Monday, April 17, 2006

At WestEd's Symposium

Our school was asked to present at this conference because of our significant growth (198 API points in 3 years; over 20% growth in proficiency; exiting Program Improvement status; progressing from the worst middle school in the county to the highest in the District). I got the gig pretty much because I was willing to work during Spring Break -- which therefore has not truly begun until today.

The presentation covered how the school moved from a place where people believed our student population of low-income English Language Learners would be forever doomed to low achievement (The Myth) to a place where students work hard and learn hard, all without resorting to absurd militaristic screaming and shaming. I outlined five reforms that made the difference:

1) Regain control and raise expectations
2) Group students effectively by triangulating CELDT, CST, and local assessment
3) Improve instructional focus by focusing on scaffolding and key ELL strategies
4) Extend the school day
5) Effectively target after-school and Saturday interventions***

Things went well. The groups were a mix of teachers, instructional coaches, district personnel, and administration haling from parts of California I didn't even know existed. If I had to draw a dividing line, I'd say the teachers didn't get us, but the principals and assist. Superintendents did. The teachers asked bone-headed questions and non-questions ("I've been a social studies teacher for 18 years and I'm tired of doing Language Arts teachers' jobs."); as well as questioning the validity of our achievement ("no way they get these scores" when they thought I wasn't listening).

The others asked insightful things concerning funding, contractual alterations/evasions, student placement and replacement, etc.
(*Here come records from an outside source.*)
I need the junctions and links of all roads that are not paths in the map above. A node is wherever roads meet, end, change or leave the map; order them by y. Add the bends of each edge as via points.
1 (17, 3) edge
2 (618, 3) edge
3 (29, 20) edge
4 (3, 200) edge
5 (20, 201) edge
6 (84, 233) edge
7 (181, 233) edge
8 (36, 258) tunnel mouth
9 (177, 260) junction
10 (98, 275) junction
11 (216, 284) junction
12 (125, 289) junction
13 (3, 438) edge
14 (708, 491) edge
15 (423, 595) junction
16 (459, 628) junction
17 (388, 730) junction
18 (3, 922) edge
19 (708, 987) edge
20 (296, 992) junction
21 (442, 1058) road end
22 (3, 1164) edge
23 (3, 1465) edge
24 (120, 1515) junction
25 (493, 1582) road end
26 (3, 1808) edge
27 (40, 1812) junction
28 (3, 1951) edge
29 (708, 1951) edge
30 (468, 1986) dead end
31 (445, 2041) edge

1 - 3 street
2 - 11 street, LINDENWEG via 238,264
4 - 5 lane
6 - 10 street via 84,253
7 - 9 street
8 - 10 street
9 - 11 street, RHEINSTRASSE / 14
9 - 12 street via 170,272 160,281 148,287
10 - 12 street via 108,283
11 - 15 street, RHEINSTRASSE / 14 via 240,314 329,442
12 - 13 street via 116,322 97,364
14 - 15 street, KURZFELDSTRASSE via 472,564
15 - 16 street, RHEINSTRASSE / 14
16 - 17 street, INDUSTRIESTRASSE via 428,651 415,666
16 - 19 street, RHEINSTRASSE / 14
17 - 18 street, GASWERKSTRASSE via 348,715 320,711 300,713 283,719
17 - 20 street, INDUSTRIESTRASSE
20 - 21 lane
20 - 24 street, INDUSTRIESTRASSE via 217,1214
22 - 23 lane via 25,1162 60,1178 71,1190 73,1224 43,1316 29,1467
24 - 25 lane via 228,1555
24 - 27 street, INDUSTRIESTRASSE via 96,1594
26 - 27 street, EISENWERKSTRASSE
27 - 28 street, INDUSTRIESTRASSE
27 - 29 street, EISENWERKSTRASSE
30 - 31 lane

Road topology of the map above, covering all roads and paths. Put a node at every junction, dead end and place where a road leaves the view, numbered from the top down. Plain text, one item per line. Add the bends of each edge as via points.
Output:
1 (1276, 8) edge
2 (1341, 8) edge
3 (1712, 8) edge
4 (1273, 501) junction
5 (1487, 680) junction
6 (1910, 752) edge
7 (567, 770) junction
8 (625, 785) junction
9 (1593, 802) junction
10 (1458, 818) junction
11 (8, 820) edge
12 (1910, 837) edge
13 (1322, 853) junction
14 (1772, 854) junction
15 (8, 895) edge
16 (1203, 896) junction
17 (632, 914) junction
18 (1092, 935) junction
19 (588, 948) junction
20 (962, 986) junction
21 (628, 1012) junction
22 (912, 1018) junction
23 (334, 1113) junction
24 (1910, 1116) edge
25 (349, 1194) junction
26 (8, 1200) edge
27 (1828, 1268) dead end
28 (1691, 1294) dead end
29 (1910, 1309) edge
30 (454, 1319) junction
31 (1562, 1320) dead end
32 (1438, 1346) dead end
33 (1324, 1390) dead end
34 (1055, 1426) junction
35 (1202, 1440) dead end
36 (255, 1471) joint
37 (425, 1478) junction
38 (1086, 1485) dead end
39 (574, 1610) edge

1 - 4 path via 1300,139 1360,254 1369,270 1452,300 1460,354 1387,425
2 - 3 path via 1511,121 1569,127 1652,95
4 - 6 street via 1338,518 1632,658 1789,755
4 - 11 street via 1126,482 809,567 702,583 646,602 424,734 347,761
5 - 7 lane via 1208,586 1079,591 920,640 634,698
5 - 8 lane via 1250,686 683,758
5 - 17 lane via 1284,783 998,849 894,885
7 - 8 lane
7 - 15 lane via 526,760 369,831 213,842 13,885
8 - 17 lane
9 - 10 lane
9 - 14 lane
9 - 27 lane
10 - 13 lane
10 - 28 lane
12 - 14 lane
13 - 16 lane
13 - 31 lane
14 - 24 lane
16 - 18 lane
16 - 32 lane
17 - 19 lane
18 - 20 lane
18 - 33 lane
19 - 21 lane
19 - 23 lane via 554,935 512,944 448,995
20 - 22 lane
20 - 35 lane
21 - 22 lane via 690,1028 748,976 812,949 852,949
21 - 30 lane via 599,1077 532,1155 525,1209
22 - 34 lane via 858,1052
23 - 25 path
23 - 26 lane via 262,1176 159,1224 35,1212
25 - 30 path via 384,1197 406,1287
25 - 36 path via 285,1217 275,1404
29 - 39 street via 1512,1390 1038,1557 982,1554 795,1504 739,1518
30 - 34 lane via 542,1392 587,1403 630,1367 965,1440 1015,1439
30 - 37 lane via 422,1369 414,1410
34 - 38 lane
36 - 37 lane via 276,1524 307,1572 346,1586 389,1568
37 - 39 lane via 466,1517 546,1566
One question really got me: "What trainings and professional developments did you attend to learn how to teach ELLs better?"

"Um, none?"

That's not entirely true, but we didn't go to GLAD or SADAI or any other high-profile, high-cost affair. Many staff have posters in their rooms that read:

How did you succeed?
1) I worked hard.
2) I kept trying.
3) I've been practicing.

And at the risk of being glib or annoying, that poster holds the key to what we've done more than anything else. We spent a lot of time looking at standards, working to break them down into instructional chunks, learning how to properly assess students' instructional levels, and continuing the conversations of effective instructional strategies, but much of this was done internally, without the aid of high-priced consultants. We just kept working and talking and keeping the kids in the classrooms for extended periods and on Saturdays. There isn't a magic bullet training you can go to that will fix everything.

Needless to say, this answer didn't satisfy.

I had a couple other answers that I tweaked, shall we say, because the truth is pretty ridiculous. "What is the mechanism for changing a student's schedule mid-year?" The real answer involves writing some names down on a post-it note and handing it to POY during brunch. The answer I gave involved a form we admittedly used in the past, with sections for academic proof of rescheduling necessity. I tried to present the model as much as possible, because we've moved past the model in ways that are almost silly when you think about how much decision making and problem solving occurs during brunch and walking across the quad.

So here's the buried lede of this whole adventure: A consultant from Orange County came up to me after the second workshop and offered to fly me down to give a similar presentation to a school she's working with. This is definitely cool, but I feel like I run the risk of becoming... one of them.


***Look at the list. Seriously, look at it. Every school can do those things. They are highly replicatable. Highly. They do not require life-abandonment or monolithic leaders.

5 Comments:

Blogger Mike in Texas said...

If you've never presented before there will be a surreal moment for you when you realize you are actually the presenter.

I also had a moment like that my first year of teaching, on about the third day when I realized I really WAS the teacher.

8:08 PM  
Blogger posthipchick said...

how did it go?

8:30 PM  
Blogger EdWonk said...

I wish that we could get some of what you got. We're in our third year as a "Program Improvement" school.

Thanks to a variety of variables (including our rather listless school leadership) the smart money says that we will soon be in our fourth.

9:11 PM  
Anonymous Anonymous said...

Do you think it's true that those schools in which the nay-sayin' teachers work will not turn around until they (all) leave? I think that scenario might be more likely than the one in which those teachers will turn themselves around and stop saying "no, that can't be it" to ideas they don't like.
Why must we be so stubborn to keep doing things they way we do them?

7:44 AM  
Anonymous Anonymous said...

What a bunch of disillusioned snobs you all are. Education was never meant to be taught from a Federal agenda, but from a state and local platform. Since the Department of Education was formed in 1980, our school standards have gone down. Do your research. You are creating Wards for the State with the intrusive tests your "NPO" gives our children. This is a bad idea. I feel safer knowing that my child is in the hands of a teacher that cares instead of the Federal Machine!How dare you criticize our teachers!